[[ DATA open ]]

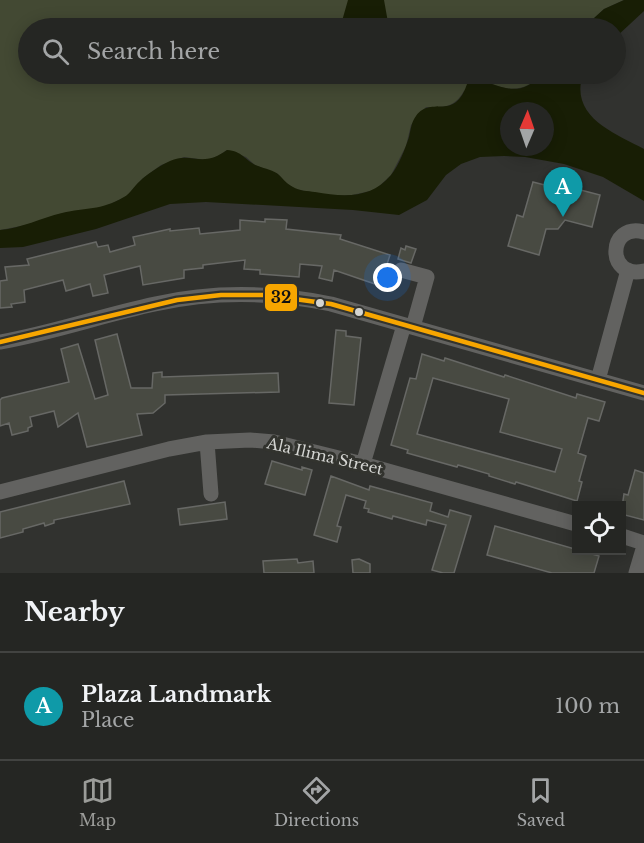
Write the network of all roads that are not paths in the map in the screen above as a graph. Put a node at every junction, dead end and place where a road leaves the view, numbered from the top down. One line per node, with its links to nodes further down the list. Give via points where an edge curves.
1 (644, 232): 3 (street, via 628,232 618,241 618,261)
2 (401, 270): 5 (street, via 427,277)
3 (628, 270): 4 (street); 7 (street)
4 (644, 271)
5 (409, 326): 6 (street, via 313,300 241,293 156,303); 7 (street); 10 (street)
6 (0, 342)
7 (598, 380): 8 (street)
8 (644, 393)
9 (207, 442): 10 (street, Ala Ilima Street, via 269,441); 11 (street, Ala Ilima Street); 12 (street)
10 (363, 464): 13 (street, Ala Ilima Street)
11 (0, 492)
12 (211, 494)
13 (572, 523)
14 (626, 538): 15 (street)
15 (644, 544): 16 (street)
16 (636, 573)

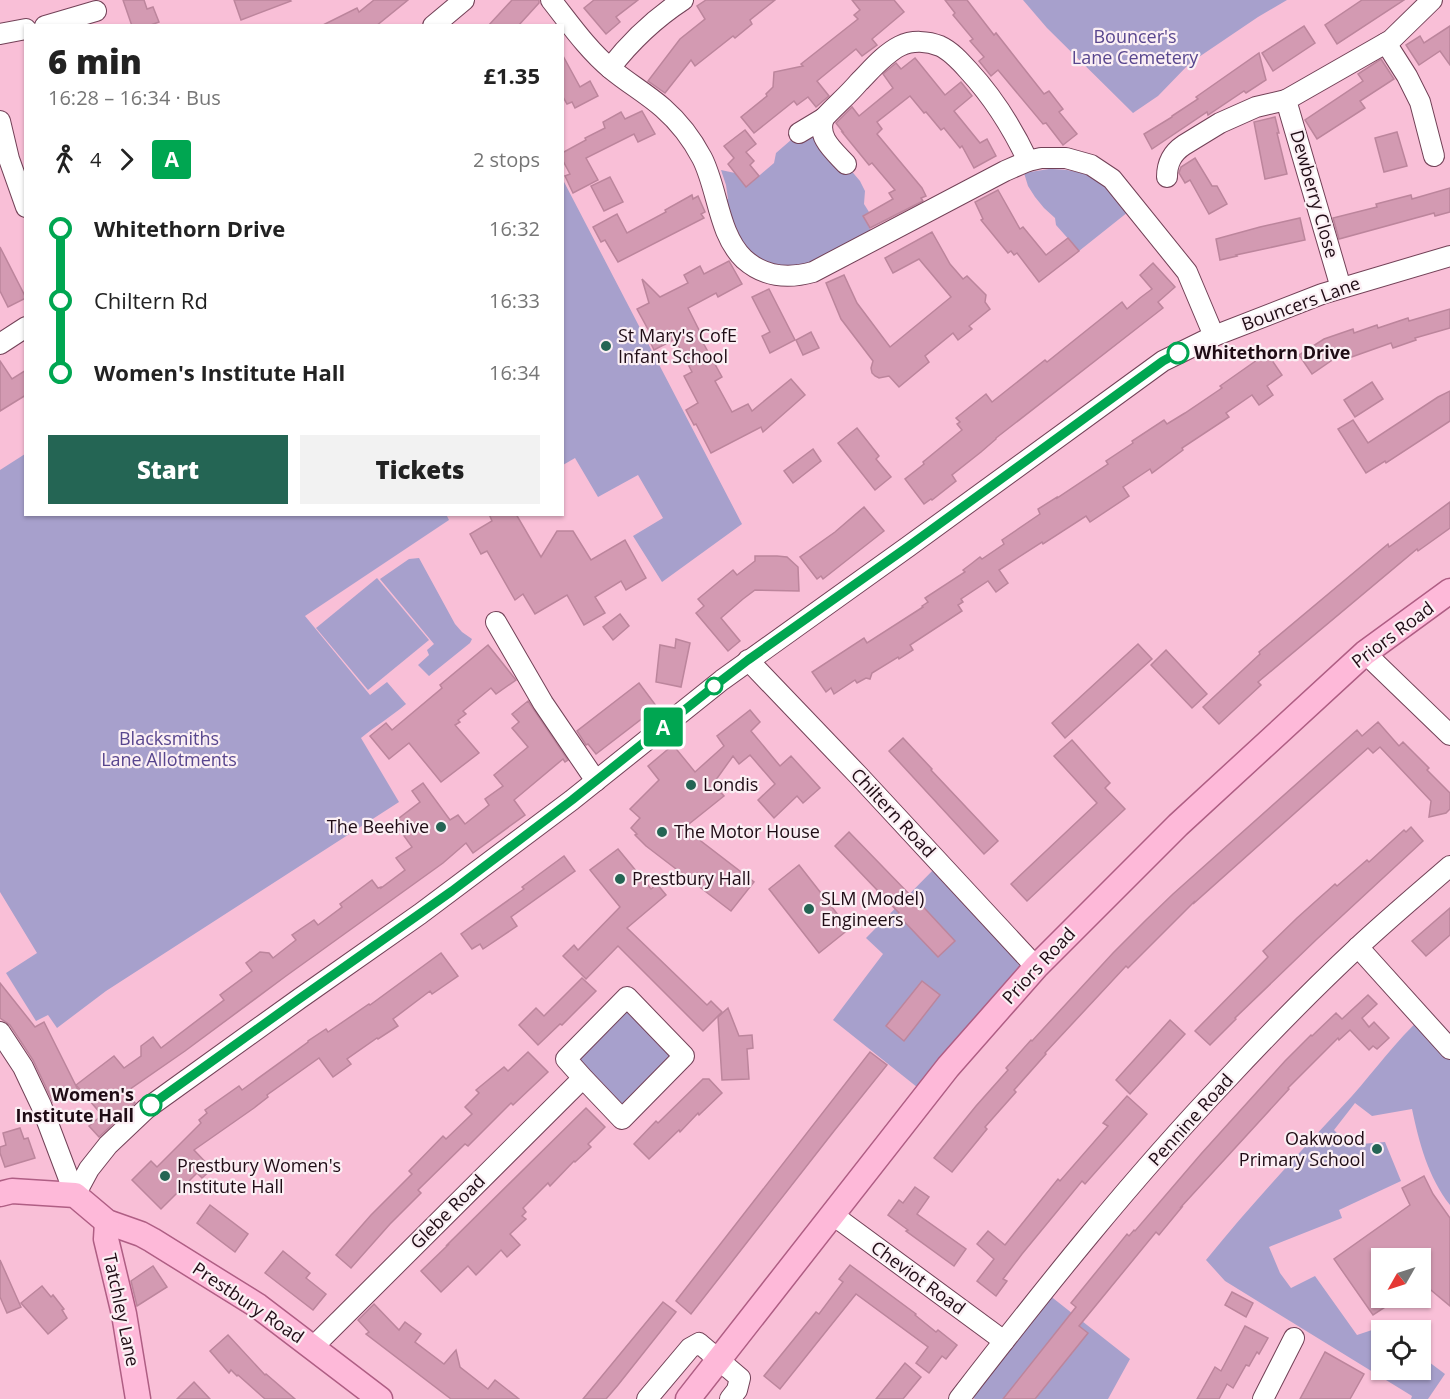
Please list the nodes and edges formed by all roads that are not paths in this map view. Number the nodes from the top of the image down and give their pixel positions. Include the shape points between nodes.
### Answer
1 (464, 0) edge
2 (551, 0) edge
3 (683, 0) edge
4 (1432, 0) edge
5 (96, 11) dead end
6 (52, 24) edge
7 (435, 24) edge
8 (24, 29) edge
9 (0, 34) edge
10 (1386, 43) junction
11 (610, 68) junction
12 (1286, 99) junction
13 (824, 118) junction
14 (0, 121) edge
15 (799, 133) dead end
16 (1434, 156) dead end
17 (1028, 161) junction
18 (846, 164) dead end
19 (1167, 177) dead end
20 (24, 201) edge
21 (1450, 256) edge
22 (1341, 288) junction
23 (24, 328) edge
24 (1214, 336) junction
25 (0, 344) edge
26 (1450, 591) edge
27 (496, 622) dead end
28 (1365, 653) junction
29 (748, 660) junction
30 (1450, 735) edge
31 (596, 781) junction
32 (1450, 866) edge
33 (1358, 947) junction
34 (1036, 967) junction
35 (0, 1032) edge
36 (1450, 1048) edge
37 (583, 1078) junction
38 (0, 1194) edge
39 (75, 1195) junction
40 (832, 1215) junction
41 (107, 1222) junction
42 (1294, 1338) dead end
43 (1004, 1341) junction
44 (313, 1347) junction
45 (719, 1360) junction
46 (138, 1399) edge
47 (381, 1399) edge
48 (647, 1399) edge
49 (688, 1399) edge
50 (730, 1399) edge
51 (958, 1399) edge
52 (1263, 1399) edge

1 - 7 street
2 - 11 street
3 - 11 street via 652,22
4 - 10 street
5 - 6 street
8 - 9 street
10 - 12 street
10 - 16 street via 1420,102
11 - 17 street via 662,107 683,129 711,178 736,251 754,266 777,275 813,272
12 - 19 street via 1220,123 1184,145 1170,159
12 - 22 street, Dewberry Close
13 - 15 street
13 - 17 street via 895,50 909,43 929,42 950,52 981,84 1008,121
13 - 18 street via 823,135
14 - 20 street
17 - 24 street via 1066,158 1091,165 1112,179 1187,272
21 - 22 street, Bouncers Lane
22 - 24 street, Bouncers Lane
23 - 25 street
24 - 29 street, Bouncers Lane via 1163,361
26 - 28 main road, Priors Road
27 - 31 street via 543,703
28 - 30 street
28 - 34 main road, Priors Road via 1178,825
29 - 31 street, Bouncers Lane
29 - 34 street, Chiltern Road
31 - 39 street, Bouncers Lane via 420,914 155,1102 108,1145
32 - 33 street, Pennine Road
33 - 36 street
33 - 43 street, Pennine Road via 1173,1137
34 - 40 main road, Priors Road via 948,1067
35 - 39 street via 41,1105
37 - 37 street via 566,1059 627,997 684,1056 622,1119
37 - 44 street, Glebe Road
38 - 39 main road via 12,1191
39 - 41 main road
40 - 43 street, Cheviot Road
40 - 45 main road, Priors Road
41 - 44 main road, Prestbury Road via 141,1234 167,1249 258,1306
41 - 46 main road, Tatchley Lane via 106,1239
42 - 52 street
43 - 51 street, Pennine Road
44 - 47 main road, Prestbury Road
45 - 48 street via 699,1343 690,1348
45 - 49 main road, Priors Road
45 - 50 street via 740,1377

[[ DATA closed ]]

■ DIRECTIONS: Reproduce all of the entries word for word, skipping any pictures they hold.

■ YOUR SOLUTION:
Write the network of all roads that are not paths in the map in the screen above as a graph. Put a node at every junction, dead end and place where a road leaves the view, numbered from the top down. One line per node, with its links to nodes further down the list. Give via points where an edge curves.
1 (644, 232): 3 (street, via 628,232 618,241 618,261)
2 (401, 270): 5 (street, via 427,277)
3 (628, 270): 4 (street); 7 (street)
4 (644, 271)
5 (409, 326): 6 (street, via 313,300 241,293 156,303); 7 (street); 10 (street)
6 (0, 342)
7 (598, 380): 8 (street)
8 (644, 393)
9 (207, 442): 10 (street, Ala Ilima Street, via 269,441); 11 (street, Ala Ilima Street); 12 (street)
10 (363, 464): 13 (street, Ala Ilima Street)
11 (0, 492)
12 (211, 494)
13 (572, 523)
14 (626, 538): 15 (street)
15 (644, 544): 16 (street)
16 (636, 573)

Please list the nodes and edges formed by all roads that are not paths in this map view. Number the nodes from the top of the image down and give their pixel positions. Include the shape points between nodes.
### Answer
1 (464, 0) edge
2 (551, 0) edge
3 (683, 0) edge
4 (1432, 0) edge
5 (96, 11) dead end
6 (52, 24) edge
7 (435, 24) edge
8 (24, 29) edge
9 (0, 34) edge
10 (1386, 43) junction
11 (610, 68) junction
12 (1286, 99) junction
13 (824, 118) junction
14 (0, 121) edge
15 (799, 133) dead end
16 (1434, 156) dead end
17 (1028, 161) junction
18 (846, 164) dead end
19 (1167, 177) dead end
20 (24, 201) edge
21 (1450, 256) edge
22 (1341, 288) junction
23 (24, 328) edge
24 (1214, 336) junction
25 (0, 344) edge
26 (1450, 591) edge
27 (496, 622) dead end
28 (1365, 653) junction
29 (748, 660) junction
30 (1450, 735) edge
31 (596, 781) junction
32 (1450, 866) edge
33 (1358, 947) junction
34 (1036, 967) junction
35 (0, 1032) edge
36 (1450, 1048) edge
37 (583, 1078) junction
38 (0, 1194) edge
39 (75, 1195) junction
40 (832, 1215) junction
41 (107, 1222) junction
42 (1294, 1338) dead end
43 (1004, 1341) junction
44 (313, 1347) junction
45 (719, 1360) junction
46 (138, 1399) edge
47 (381, 1399) edge
48 (647, 1399) edge
49 (688, 1399) edge
50 (730, 1399) edge
51 (958, 1399) edge
52 (1263, 1399) edge

1 - 7 street
2 - 11 street
3 - 11 street via 652,22
4 - 10 street
5 - 6 street
8 - 9 street
10 - 12 street
10 - 16 street via 1420,102
11 - 17 street via 662,107 683,129 711,178 736,251 754,266 777,275 813,272
12 - 19 street via 1220,123 1184,145 1170,159
12 - 22 street, Dewberry Close
13 - 15 street
13 - 17 street via 895,50 909,43 929,42 950,52 981,84 1008,121
13 - 18 street via 823,135
14 - 20 street
17 - 24 street via 1066,158 1091,165 1112,179 1187,272
21 - 22 street, Bouncers Lane
22 - 24 street, Bouncers Lane
23 - 25 street
24 - 29 street, Bouncers Lane via 1163,361
26 - 28 main road, Priors Road
27 - 31 street via 543,703
28 - 30 street
28 - 34 main road, Priors Road via 1178,825
29 - 31 street, Bouncers Lane
29 - 34 street, Chiltern Road
31 - 39 street, Bouncers Lane via 420,914 155,1102 108,1145
32 - 33 street, Pennine Road
33 - 36 street
33 - 43 street, Pennine Road via 1173,1137
34 - 40 main road, Priors Road via 948,1067
35 - 39 street via 41,1105
37 - 37 street via 566,1059 627,997 684,1056 622,1119
37 - 44 street, Glebe Road
38 - 39 main road via 12,1191
39 - 41 main road
40 - 43 street, Cheviot Road
40 - 45 main road, Priors Road
41 - 44 main road, Prestbury Road via 141,1234 167,1249 258,1306
41 - 46 main road, Tatchley Lane via 106,1239
42 - 52 street
43 - 51 street, Pennine Road
44 - 47 main road, Prestbury Road
45 - 48 street via 699,1343 690,1348
45 - 49 main road, Priors Road
45 - 50 street via 740,1377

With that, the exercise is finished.